ASSESSING THE VALIDITY OF TRIAL METHODOLOGY

Focused enquiry question

Similar all research reports, the authors should clearly state the research question at the outset. The research question should include the relevant population or patient groups being studied, the intervention of interest, any comparators (where relevant), and the outcomes of involvement. Keywords from the research question and their synonyms are usually used to place studies for inclusion in the review.

Types of studies included in the review

The validity of a systematic review or meta-analysis depends heavily on the validity of the studies included. The authors should explicitly country the type of studies they have included in their review, and readers of such reports should decide whether the included studies have the appropriate study blueprint to answer the clinical question.
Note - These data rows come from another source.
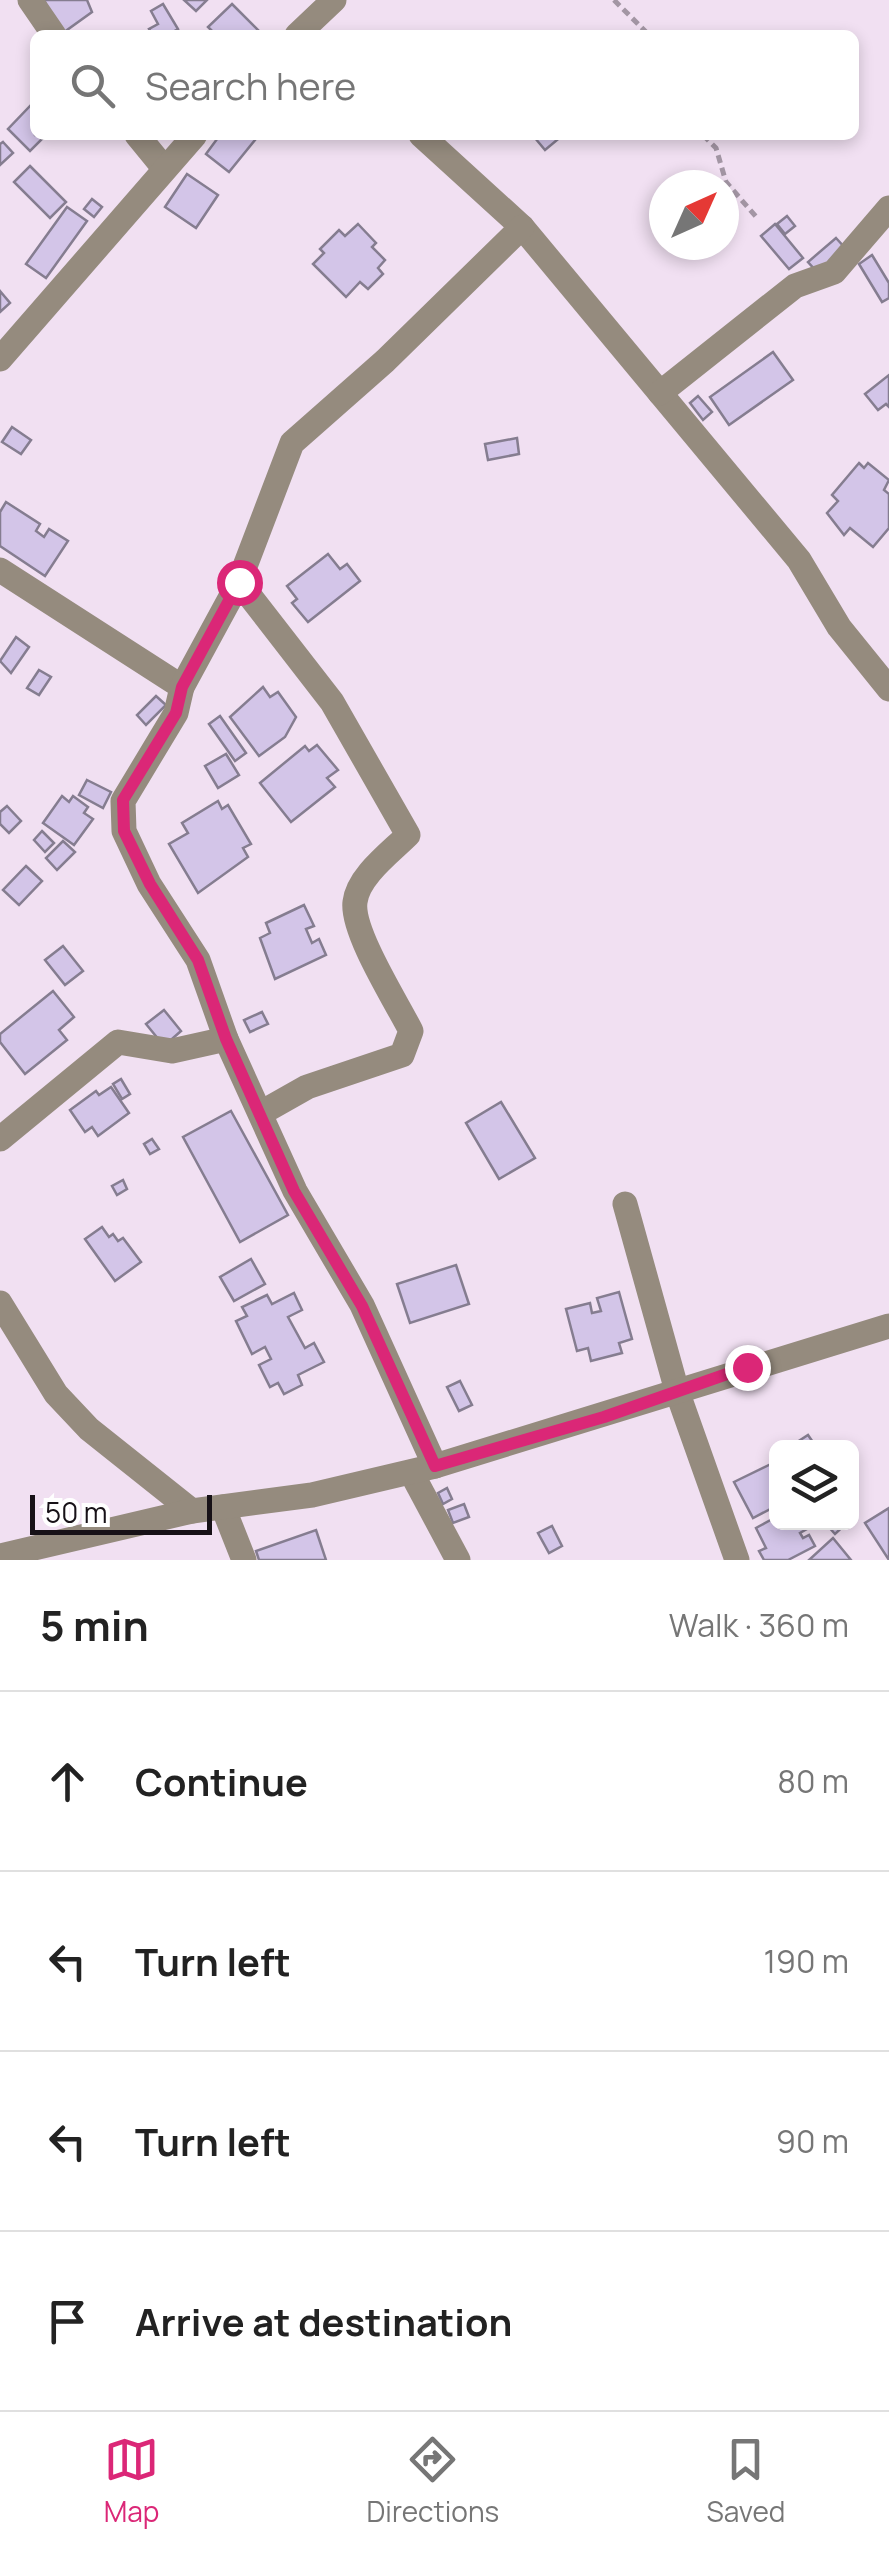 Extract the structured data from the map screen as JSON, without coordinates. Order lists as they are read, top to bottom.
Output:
{
  "scale_bar": "50 m",
  "north": "top right",
  "page": {
    "search": "Search here",
    "scale": "50 m",
    "heading": ["5 min", "Walk · 360 m"],
    "list": [
      ["Continue", "80 m"],
      ["Turn left", "190 m"],
      ["Turn left", "90 m"],
      "Arrive at destination"
    ],
    "nav": ["Map", "Directions", "Saved"]
  }
}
In a recent systematic review which determined the effects of glutamine supplementation on morbidity and weight gain in preterm babies the investigators based their review just on RCTs.17

Search strategy used to identify relevant articles

There is bear witness that single electronic database searches lack sensitivity and relevant manufactures may be missed if only one database is searched. Dickersin et al showed that only 30–80% of all known published RCTs were identifiable using MEDLINE.xviii Even if relevant records are in a database, it tin can be difficult to call up them easily. A comprehensive search is therefore important, not only for ensuring that every bit many studies equally possible are identified but also to minimise selection bias for those that are found. Relying exclusively on one database may call up a prepare of studies that are unrepresentative of all studies that would take been identified through a comprehensive search of multiple sources. Therefore, in club to retrieve all relevant studies on a topic, several dissimilar sources should be searched to identify relevant studies (published and unpublished), and the search strategy should not be limited to the English linguistic communication. The aim of an extensive search is to avoid the problem of publication bias which occurs when trials with statistically pregnant results are more than likely to be published and cited, and are preferentially published in English language journals and those indexed in Medline.
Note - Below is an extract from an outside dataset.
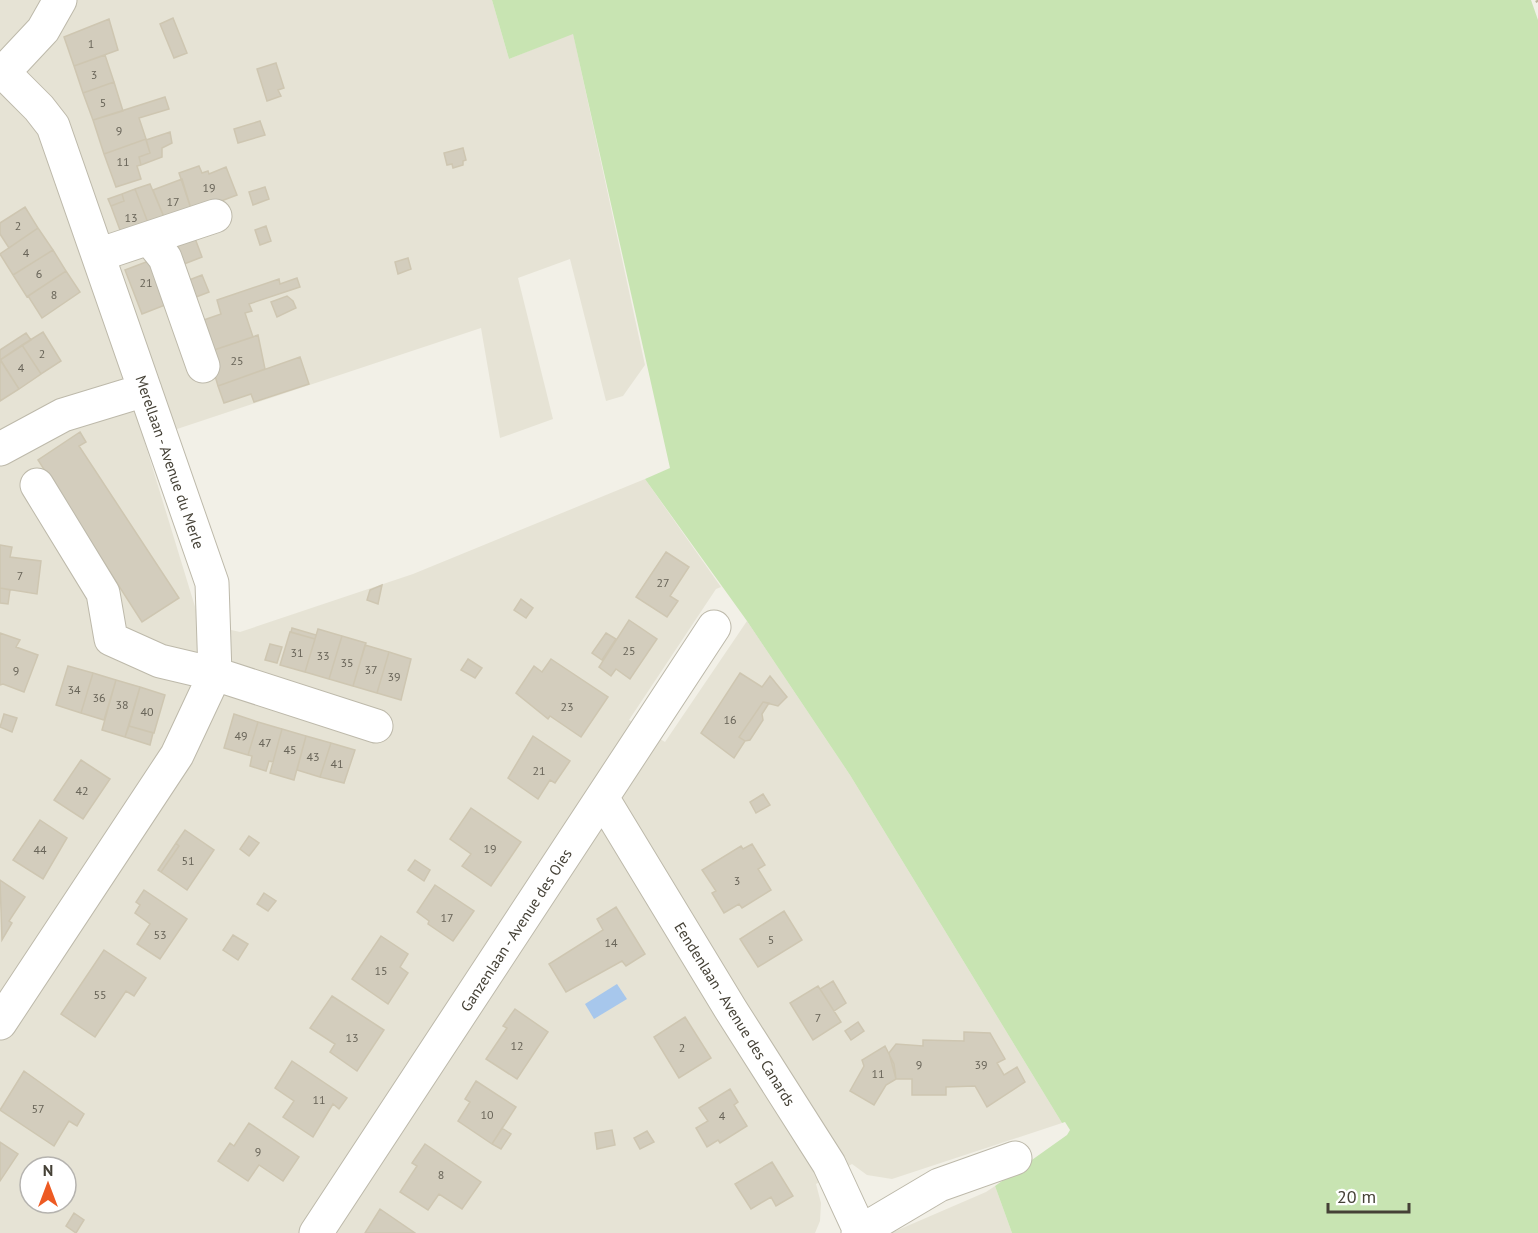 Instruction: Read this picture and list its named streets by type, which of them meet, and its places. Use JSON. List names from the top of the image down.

In the systematic review referred to in a higher place, which examined the furnishings of glutamine supplementation on morbidity and weight gain in preterm babies, the authors searched the Cochrane controlled trials register, Medline, and Embase,17 and they also manus searched selected journals, cross referencing where necessary from other publications.
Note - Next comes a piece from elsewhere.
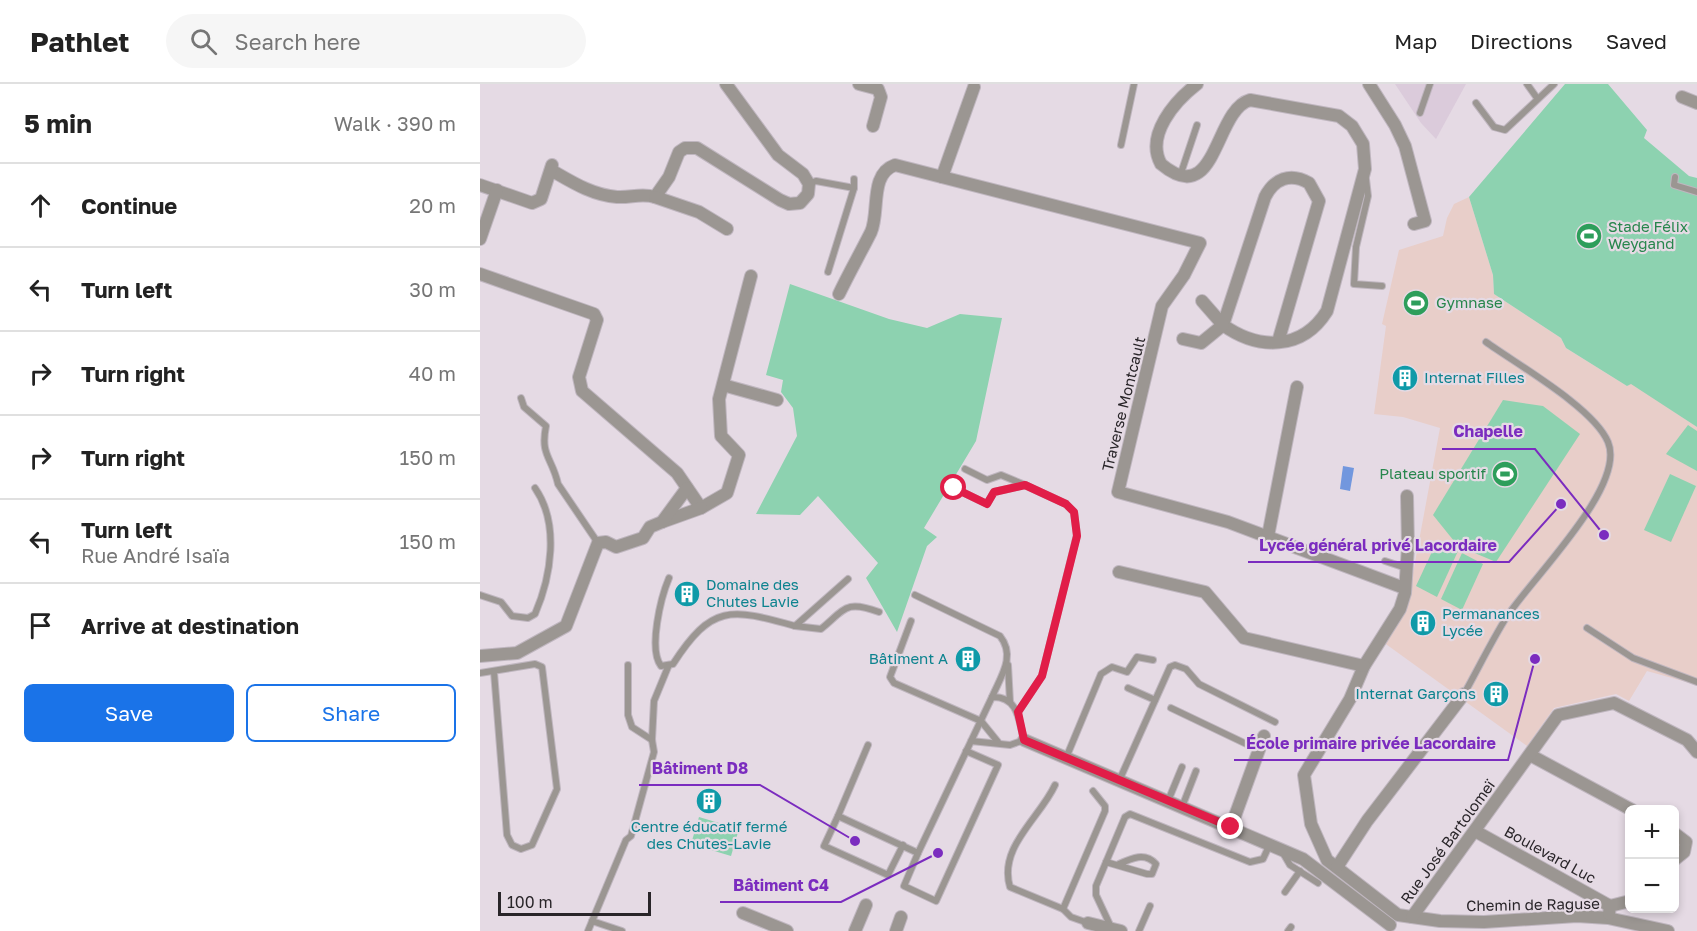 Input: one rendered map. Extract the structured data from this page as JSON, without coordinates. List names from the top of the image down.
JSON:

Quality assessment of included trials

The reviewers should state a predetermined method for assessing the eligibility and quality of the studies included. At to the lowest degree two reviewers should independently assess the quality of the included studies to minimise the take chances of selection bias. There is evidence that using at to the lowest degree ii reviewers has an important effect on reducing the possibility that relevant reports volition be discarded.19

Pooling results and heterogeneity

If the results of the individual studies were pooled in a meta-assay, it is of import to determine whether information technology was reasonable to practice and then. A clinical judgement should exist made nearly whether it was reasonable for the studies to be combined based on whether the individual trials differed considerably in populations studied, interventions and comparisons used, or outcomes measured.

The statistical validity of combining the results of the various trials should be assessed by looking for homogeneity of the outcomes from the various trials. In other words, in that location should be some consistency in the results of the included trials. One style of doing this is to inspect the graphical display of results of the private studies (forest plot, meet above) looking for similarities in the management of the results. When the results differ greatly in their direction—that is, if there is meaning heterogeneity—then it may not be wise for the results to be pooled. Some manufactures may also report a statistical test for heterogeneity, but information technology should be noted that the statistical power of many meta-analyses is usually too low to let the detection of heterogeneity based on statistical tests. If a study finds pregnant heterogeneity among reports, the authors should attempt to offer explanations for potential sources of the heterogeneity.

Magnitude of the treatment outcome

Mutual measures used to written report the results of meta-analyses include the odds ratio, relative run a risk, and mean differences. If the outcome is binary (for instance, disease v no affliction, remission v no remission), odds ratios or relative risks are used. If the outcome is continuous (for example, claret pressure level measurement), mean differences may be used.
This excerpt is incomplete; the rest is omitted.